4. Keep on the docs. Use money. We charge by the hour. One 24 hour stay in our PACU is approx one WEEK in an ICU. Let them explain THAT bill to dear Mrs. Smith...
suzanne4, RN
26,410 Posts
Cases should not be started if there will not be a bed available. PACU staff should not be utilized like that as a back-up because the ICU is short. The big issue will occur when those PACU nurses start to quit.
I like Charity's suggestions.
sharann, BSN, RN
1,758 Posts
It's so sickening when this keeps happening.
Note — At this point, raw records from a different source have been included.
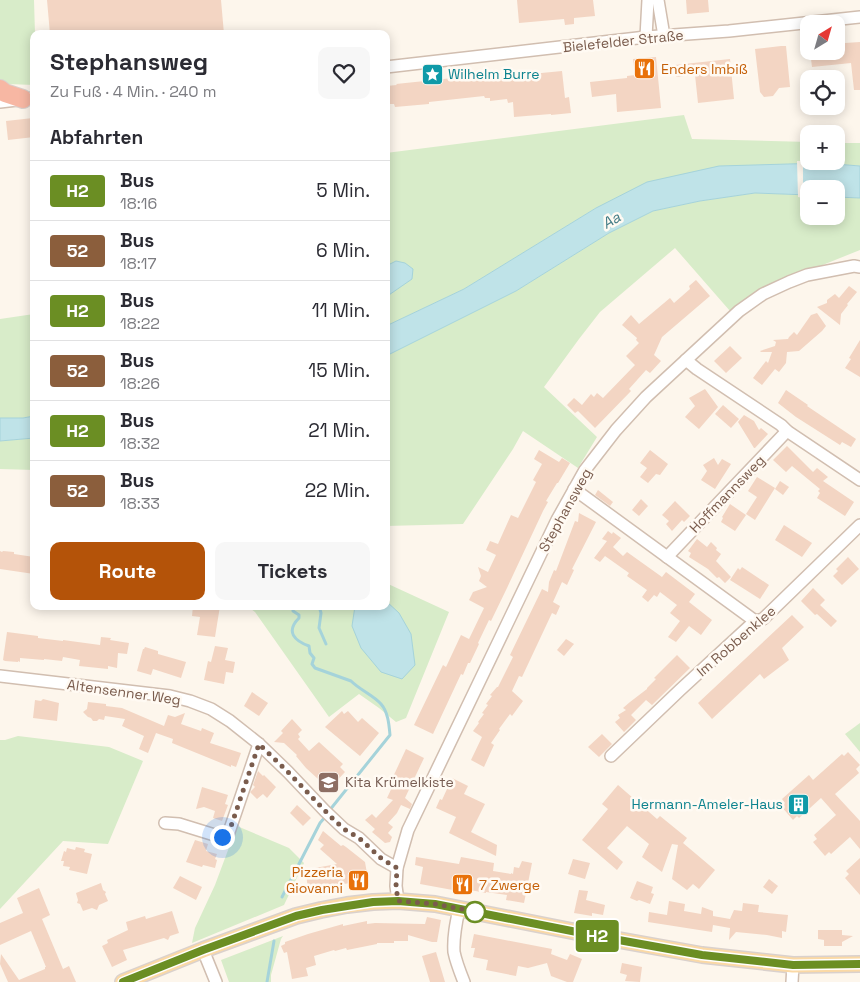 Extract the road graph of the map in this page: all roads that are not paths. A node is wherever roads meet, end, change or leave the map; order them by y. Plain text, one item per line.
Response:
1 (648, 0) edge
2 (658, 0) edge
3 (860, 17) edge
4 (664, 36) junction
5 (646, 38) junction
6 (390, 67) edge
7 (0, 89) edge
8 (29, 99) edge
9 (0, 102) edge
10 (860, 267) edge
11 (686, 360) junction
12 (786, 431) junction
13 (860, 480) edge
14 (574, 489) junction
15 (860, 525) edge
16 (667, 557) junction
17 (756, 621) junction
18 (0, 676) edge
19 (259, 744) junction
20 (611, 756) dead end
21 (165, 823) dead end
22 (397, 868) junction
23 (398, 901) junction
24 (459, 909) junction
25 (203, 950) junction
26 (860, 964) edge
27 (793, 965) junction
28 (122, 982) edge
29 (216, 982) edge
30 (464, 982) edge
31 (792, 982) edge

1 - 5 street
2 - 4 street
3 - 4 street, Bielefelder Straße
4 - 5 street, Bielefelder Straße
5 - 6 street, Bielefelder Straße
7 - 8 highway
8 - 9 street
10 - 11 street, Stephansweg
11 - 12 street
11 - 14 street, Stephansweg
12 - 13 street
12 - 16 street, Hoffmannsweg
14 - 16 street
14 - 22 street, Stephansweg
15 - 17 street, Im Robbenklee
16 - 17 street
17 - 20 street, Im Robbenklee
18 - 19 street, Altensenner Weg
19 - 21 street
19 - 22 street, Altensenner Weg
22 - 23 street, Stephansweg
23 - 24 main road
23 - 25 main road
24 - 27 main road
24 - 30 street
25 - 28 main road
25 - 29 street
26 - 27 main road
27 - 31 street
The solutions provided by Charity and others above are great. We make it a priority to let the surgery manager know when this is happening and we let them know that if we run short because of holding ICU, then we will stick to ICU patient ratios and will stop accepting OR patients when we reach ratio. THIS usually gets the ball rolling...
kvl
1 Post
We are having the same issues in our hospital. Actually the entire area I live in is experiencing this same situation. What we've done is work with the Clinical Administrator (house supervisor) and the surgical services manager on call to arrange for an ICU nurse and tech or 2 nurses to staff for that patient in PACU. That way we do not have staff shortage for PACU. The problem is there is not always a nurse from ICU to cover this situation. It is not ideal, but the call nurse or a volunteer from the PACU staff stay and the manager on call comes in to staff. Hope this helps.
amnesia
54 Posts
Cases should not be started if there will not be a bed available. PACU staff should not be utilized like that as a back-up because the ICU is short. The big issue will occur when those PACU nurses start to quit.SOOOOO... TRUE!:angryfire Burns me up that they continue to do surgery when there are no beds to transfer the recovered patients to!:angryfire Lately our haospital has started sending patients with a high BMI and with history of OSA/CPAP to a monitered bed (similiar to telemetry but includes SaO2 monitering as well). Well, lets just say that the demand outweighs the supply, and we get bottlenecked in PACU holding them. This is in addition to all the ICU overflow we routinely keep. I should say we do have a very good manager that is involved and proactive, but the medical staff always WINS out. This is a growing problem that seems to be nationwide. Where will the MADNESS stop?
SOOOOO... TRUE!
:angryfire Burns me up that they continue to do surgery when there are no beds to transfer the recovered patients to!:angryfire
Lately our haospital has started sending patients with a high BMI and with history of OSA/CPAP to a monitered bed (similiar to telemetry but includes SaO2 monitering as well). Well, lets just say that the demand outweighs the supply, and we get bottlenecked in PACU holding them. This is in addition to all the ICU overflow we routinely keep. I should say we do have a very good manager that is involved and proactive, but the medical staff always WINS out. This is a growing problem that seems to be nationwide. Where will the MADNESS stop?
SFCardiacRN
762 Posts
Our charge RN and E1 anesthesiologist will not allow an ICU case to start until a bed (read RN!) is available. Usually, the surgeon/resident will just transfer an ICU pt. to TCU. There are enough emergencies and unexpected cases needing ICU without squeezing in elective ones.
Mayotski
15 Posts
I just had my 24 hour duty Thursday last week. I was the 2pm-10pm nurse and our SICU then was a full house. There was no one to relieve me, I have to cater to 2 SICU patients and 2 PACU patients alone w/ a pull out, I have no choice but to extend my shift until 6am the next day. But guess what? I am also the 8am-4pm nurse the next day. Can you imagine how tired I am the following day?
The thing is, this is not the first time and we're only 3 nurses in the PACU. According to our admins our area doesn't require additional staffs (which is bull BTW) coz we've got all the help we got. Well, goodluck to us all.